• _BRIEF_
Look through the material below. Copy every line with the string "PLACE" in it.
·····
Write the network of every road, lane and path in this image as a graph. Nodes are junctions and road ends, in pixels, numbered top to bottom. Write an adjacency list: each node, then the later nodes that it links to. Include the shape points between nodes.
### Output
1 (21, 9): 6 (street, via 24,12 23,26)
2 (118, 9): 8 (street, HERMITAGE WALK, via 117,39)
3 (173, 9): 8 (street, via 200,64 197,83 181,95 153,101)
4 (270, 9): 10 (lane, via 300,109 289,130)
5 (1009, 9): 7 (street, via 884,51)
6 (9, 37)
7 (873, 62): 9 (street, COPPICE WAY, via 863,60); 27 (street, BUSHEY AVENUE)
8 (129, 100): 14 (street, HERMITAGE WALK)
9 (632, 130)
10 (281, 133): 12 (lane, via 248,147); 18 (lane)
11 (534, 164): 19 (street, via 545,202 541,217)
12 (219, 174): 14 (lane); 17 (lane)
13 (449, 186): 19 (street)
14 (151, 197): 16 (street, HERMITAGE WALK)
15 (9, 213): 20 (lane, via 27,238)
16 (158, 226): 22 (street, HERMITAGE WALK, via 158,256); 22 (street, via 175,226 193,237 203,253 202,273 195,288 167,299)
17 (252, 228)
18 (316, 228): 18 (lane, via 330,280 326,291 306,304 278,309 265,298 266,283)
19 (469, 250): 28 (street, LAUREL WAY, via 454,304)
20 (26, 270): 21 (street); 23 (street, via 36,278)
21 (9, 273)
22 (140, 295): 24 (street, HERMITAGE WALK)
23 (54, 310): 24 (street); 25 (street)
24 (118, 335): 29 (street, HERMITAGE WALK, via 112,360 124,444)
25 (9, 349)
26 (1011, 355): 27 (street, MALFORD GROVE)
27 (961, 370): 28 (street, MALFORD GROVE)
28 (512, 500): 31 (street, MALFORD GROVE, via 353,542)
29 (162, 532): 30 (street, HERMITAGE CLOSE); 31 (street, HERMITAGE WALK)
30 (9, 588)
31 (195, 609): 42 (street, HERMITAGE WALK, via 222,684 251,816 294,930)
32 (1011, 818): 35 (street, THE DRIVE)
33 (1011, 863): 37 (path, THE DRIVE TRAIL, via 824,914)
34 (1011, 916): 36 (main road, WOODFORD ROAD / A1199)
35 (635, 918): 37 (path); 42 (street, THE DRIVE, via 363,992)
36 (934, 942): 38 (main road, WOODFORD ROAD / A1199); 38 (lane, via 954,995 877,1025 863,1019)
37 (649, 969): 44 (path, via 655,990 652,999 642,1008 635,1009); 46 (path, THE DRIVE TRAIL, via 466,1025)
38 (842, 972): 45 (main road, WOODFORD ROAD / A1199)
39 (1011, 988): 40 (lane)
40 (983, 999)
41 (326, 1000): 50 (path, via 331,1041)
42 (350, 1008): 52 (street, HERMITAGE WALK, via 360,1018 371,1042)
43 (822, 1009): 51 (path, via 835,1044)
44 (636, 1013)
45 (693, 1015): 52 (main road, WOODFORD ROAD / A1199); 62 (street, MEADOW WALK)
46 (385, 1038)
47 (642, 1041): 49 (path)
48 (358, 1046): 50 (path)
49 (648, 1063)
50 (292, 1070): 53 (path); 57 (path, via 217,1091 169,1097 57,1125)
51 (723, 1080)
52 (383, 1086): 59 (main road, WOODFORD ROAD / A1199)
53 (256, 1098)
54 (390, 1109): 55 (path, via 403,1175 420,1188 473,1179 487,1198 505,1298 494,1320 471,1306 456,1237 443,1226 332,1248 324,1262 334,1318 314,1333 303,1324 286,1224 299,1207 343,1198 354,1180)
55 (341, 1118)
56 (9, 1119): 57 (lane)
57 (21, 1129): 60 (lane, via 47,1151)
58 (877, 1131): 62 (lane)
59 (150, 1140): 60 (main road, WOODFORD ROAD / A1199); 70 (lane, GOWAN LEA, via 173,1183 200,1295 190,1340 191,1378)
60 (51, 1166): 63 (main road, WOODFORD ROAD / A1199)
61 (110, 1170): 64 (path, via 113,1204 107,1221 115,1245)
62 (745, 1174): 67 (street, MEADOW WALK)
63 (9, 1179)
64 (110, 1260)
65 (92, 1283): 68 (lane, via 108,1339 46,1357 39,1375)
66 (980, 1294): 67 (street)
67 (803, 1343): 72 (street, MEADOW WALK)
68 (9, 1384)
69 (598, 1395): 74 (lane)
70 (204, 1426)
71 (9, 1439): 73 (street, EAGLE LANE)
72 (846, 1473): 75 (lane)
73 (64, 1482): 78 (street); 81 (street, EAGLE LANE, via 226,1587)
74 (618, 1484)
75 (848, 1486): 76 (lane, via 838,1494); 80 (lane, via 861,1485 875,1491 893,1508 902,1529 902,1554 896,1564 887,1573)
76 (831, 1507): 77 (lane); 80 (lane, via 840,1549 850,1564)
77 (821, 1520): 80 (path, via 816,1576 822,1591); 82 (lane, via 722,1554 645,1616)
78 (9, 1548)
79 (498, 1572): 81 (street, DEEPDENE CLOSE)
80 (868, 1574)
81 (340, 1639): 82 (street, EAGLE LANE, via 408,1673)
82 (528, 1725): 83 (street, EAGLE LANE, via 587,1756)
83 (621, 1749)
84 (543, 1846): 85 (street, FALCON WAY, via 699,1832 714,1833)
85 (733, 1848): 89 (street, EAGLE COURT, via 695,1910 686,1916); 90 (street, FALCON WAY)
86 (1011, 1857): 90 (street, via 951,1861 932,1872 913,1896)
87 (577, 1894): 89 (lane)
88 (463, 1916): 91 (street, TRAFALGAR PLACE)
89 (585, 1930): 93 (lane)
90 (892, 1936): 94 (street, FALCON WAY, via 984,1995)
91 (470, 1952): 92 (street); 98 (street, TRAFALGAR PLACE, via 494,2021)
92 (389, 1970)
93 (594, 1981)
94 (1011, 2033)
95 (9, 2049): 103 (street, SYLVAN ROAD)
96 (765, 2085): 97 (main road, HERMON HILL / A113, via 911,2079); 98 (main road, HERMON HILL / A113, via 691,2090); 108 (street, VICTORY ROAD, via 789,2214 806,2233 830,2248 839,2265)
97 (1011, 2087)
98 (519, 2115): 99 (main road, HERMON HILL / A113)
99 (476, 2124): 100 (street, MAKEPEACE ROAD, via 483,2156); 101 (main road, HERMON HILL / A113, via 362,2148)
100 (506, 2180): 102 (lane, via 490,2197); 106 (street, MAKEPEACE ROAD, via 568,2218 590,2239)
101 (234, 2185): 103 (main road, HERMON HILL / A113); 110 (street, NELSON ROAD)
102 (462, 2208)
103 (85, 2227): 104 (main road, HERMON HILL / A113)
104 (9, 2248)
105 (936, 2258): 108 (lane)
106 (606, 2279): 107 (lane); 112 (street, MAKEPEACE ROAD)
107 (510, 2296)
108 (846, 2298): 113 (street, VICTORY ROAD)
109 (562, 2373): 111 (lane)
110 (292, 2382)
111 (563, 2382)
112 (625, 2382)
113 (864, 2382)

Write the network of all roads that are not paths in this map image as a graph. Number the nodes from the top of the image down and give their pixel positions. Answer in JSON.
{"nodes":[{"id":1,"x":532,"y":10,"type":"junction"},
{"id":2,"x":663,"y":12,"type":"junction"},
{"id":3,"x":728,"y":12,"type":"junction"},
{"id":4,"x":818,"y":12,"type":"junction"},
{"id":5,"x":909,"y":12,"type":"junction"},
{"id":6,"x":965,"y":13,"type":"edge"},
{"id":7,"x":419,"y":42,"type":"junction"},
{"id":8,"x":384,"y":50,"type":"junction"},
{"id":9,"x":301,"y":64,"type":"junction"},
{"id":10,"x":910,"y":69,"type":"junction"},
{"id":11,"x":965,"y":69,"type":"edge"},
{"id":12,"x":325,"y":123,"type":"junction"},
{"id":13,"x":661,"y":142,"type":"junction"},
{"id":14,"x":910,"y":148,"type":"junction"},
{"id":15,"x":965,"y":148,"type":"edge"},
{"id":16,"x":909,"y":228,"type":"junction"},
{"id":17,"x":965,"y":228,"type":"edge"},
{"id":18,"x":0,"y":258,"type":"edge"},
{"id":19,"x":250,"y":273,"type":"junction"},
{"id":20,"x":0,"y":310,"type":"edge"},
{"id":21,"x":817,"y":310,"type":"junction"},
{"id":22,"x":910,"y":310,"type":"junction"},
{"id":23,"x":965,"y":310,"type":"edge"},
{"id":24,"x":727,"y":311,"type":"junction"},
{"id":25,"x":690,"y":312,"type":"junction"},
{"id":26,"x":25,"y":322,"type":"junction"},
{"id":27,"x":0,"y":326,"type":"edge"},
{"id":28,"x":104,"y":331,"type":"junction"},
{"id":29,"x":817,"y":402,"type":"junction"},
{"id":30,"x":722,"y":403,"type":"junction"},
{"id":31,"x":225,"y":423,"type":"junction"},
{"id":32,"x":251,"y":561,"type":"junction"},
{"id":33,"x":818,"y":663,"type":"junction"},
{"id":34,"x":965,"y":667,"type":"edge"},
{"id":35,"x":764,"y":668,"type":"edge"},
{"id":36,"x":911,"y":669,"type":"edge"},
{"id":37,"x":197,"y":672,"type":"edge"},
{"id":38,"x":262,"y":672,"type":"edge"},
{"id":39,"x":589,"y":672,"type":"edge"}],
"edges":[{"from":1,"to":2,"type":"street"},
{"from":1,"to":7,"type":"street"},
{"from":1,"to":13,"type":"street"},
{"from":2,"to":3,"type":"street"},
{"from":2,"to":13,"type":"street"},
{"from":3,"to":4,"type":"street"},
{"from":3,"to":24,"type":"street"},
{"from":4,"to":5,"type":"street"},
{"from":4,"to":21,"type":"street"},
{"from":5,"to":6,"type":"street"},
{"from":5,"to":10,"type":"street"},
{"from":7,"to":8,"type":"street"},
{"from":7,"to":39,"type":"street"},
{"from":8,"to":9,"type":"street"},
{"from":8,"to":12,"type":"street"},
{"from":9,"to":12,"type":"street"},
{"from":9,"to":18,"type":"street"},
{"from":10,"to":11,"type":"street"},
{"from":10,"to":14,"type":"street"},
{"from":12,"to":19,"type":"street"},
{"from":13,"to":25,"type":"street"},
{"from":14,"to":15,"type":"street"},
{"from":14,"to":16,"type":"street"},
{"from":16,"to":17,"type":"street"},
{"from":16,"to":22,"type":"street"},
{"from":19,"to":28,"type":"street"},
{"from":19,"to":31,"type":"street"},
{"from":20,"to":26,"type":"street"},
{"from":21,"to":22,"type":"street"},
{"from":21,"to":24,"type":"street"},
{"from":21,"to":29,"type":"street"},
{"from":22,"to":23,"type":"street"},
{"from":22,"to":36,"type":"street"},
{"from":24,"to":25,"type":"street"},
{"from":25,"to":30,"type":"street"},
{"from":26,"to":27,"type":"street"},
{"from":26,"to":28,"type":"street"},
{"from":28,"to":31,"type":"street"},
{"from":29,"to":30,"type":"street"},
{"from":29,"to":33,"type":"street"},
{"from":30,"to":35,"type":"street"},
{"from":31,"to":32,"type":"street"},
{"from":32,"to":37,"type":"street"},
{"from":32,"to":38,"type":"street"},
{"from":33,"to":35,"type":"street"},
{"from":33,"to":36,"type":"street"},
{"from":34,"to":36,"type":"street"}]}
·····
• _RESPONSE AREA_
88 (463, 1916): 91 (street, TRAFALGAR PLACE)
91 (470, 1952): 92 (street); 98 (street, TRAFALGAR PLACE, via 494,2021)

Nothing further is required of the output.